What do I do with myself for 30 minutes? I didn't know. I never know. The strange, empty space outside of the calendar. Too short to start something else, much too soon to start my walk. In moments like this, it feels like space time stretches and shrinks into my, into my dorm, swarling around me and prodding at my limbs to move and stay at the same time. I get dizzy and want to sit.
I pull out my old, beautiful rocking chair to the center of my small dorm, and I sink into it. I sink and sink and lose myself in it. In the day. And then my phone. Without realizing it, I had pulled out my phone and started to scroll on Instagram reels. Most of them made me feel bad and strange. Not because I was shown anything upsetting, but because nothing seemed to connect with me. It was full of people pointing at the air, discussing what your favorite movie says about you. My favorite movie was never even shown.
7:15 blinked into existence, much sooner than I anticipated. I just can't break agreements with myself, so I promptly left. I'm punctual. I try my best to be.
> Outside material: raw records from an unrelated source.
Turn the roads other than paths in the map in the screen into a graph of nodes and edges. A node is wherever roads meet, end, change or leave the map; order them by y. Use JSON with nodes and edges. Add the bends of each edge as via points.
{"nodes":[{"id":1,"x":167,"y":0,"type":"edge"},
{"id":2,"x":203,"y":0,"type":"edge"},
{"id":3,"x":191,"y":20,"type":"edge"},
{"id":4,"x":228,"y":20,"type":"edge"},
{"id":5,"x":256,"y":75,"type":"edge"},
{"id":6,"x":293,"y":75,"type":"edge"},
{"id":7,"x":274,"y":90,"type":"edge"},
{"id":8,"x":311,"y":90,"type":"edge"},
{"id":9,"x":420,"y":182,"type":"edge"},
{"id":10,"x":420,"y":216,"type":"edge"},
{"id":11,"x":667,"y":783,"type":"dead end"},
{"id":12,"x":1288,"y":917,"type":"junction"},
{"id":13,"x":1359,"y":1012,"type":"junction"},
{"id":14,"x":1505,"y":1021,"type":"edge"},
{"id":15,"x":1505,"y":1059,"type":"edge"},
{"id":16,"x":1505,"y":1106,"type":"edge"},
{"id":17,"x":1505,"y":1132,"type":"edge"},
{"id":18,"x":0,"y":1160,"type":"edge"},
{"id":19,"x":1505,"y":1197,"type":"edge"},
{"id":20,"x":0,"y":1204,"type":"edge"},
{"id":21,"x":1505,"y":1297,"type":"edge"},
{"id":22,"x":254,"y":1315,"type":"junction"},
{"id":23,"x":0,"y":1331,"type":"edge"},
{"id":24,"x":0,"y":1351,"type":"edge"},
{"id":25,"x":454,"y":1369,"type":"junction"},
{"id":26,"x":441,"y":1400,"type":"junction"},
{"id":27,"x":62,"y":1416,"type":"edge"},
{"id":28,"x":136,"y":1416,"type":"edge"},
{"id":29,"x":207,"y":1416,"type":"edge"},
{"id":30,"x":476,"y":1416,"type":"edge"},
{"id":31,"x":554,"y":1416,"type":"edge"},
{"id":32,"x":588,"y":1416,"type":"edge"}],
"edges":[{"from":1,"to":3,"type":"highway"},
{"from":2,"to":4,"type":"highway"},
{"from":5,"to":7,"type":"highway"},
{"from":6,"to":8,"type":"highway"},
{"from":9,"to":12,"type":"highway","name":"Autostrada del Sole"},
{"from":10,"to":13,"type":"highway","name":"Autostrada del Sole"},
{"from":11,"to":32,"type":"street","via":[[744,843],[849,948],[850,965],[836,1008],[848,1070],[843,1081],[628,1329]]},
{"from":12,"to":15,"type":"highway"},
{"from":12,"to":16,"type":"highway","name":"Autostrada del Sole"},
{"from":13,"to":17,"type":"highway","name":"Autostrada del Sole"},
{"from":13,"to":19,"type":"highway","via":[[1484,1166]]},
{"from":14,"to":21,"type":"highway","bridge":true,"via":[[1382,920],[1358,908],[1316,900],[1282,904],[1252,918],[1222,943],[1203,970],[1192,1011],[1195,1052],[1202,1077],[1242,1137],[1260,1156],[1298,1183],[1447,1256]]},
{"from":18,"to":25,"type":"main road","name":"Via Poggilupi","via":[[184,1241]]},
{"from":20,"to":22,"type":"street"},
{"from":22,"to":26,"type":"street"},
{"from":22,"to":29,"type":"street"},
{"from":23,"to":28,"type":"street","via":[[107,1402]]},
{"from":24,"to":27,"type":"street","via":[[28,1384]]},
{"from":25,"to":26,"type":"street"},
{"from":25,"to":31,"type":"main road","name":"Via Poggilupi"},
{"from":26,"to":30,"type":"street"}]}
I made it to my 7:30 meeting at 7:20. I found a seat at an empty table by myself. I knew a few of my friends might come, but they weren't here yet. I sat alone and looked around me at the other folk who decided to show up 10 minutes early to a mostly meaningless meeting.
I don't mean to throw shade at the organizer, you all are fine folk, and I deeply enjoy the culb. Most of the time, though, these meetings just repeat things we already know. But we are still forced to go. I digress.
There were only about 9 other people in the room. Most of them sat at other tables. One man sat at a table in front of me and was working on something on his laptop. One could argue that I shouldn't have looked at his screen. One could argue that I should mind my own business and that I was unethically nosy. I think these things too. But I looked anyway, driven by an unbreakable curiosity.
I looked.
And I saw things I shouldn't have seen.
It took me a minute to parse what I was even looking at. I at first thought it was YouTube. Then, for some reason, Rednote, the Chinese social media site. But I quickly realized it was just Reddit. He was scrolling through some dreadful subreddit or an even more wreched home page at videos of extreme violence. Videos of war, explosions, and blood. Videos showing low-quality death, spearing no details. Storyed soldiers given no names or honor in the 15-second clips, mowed down.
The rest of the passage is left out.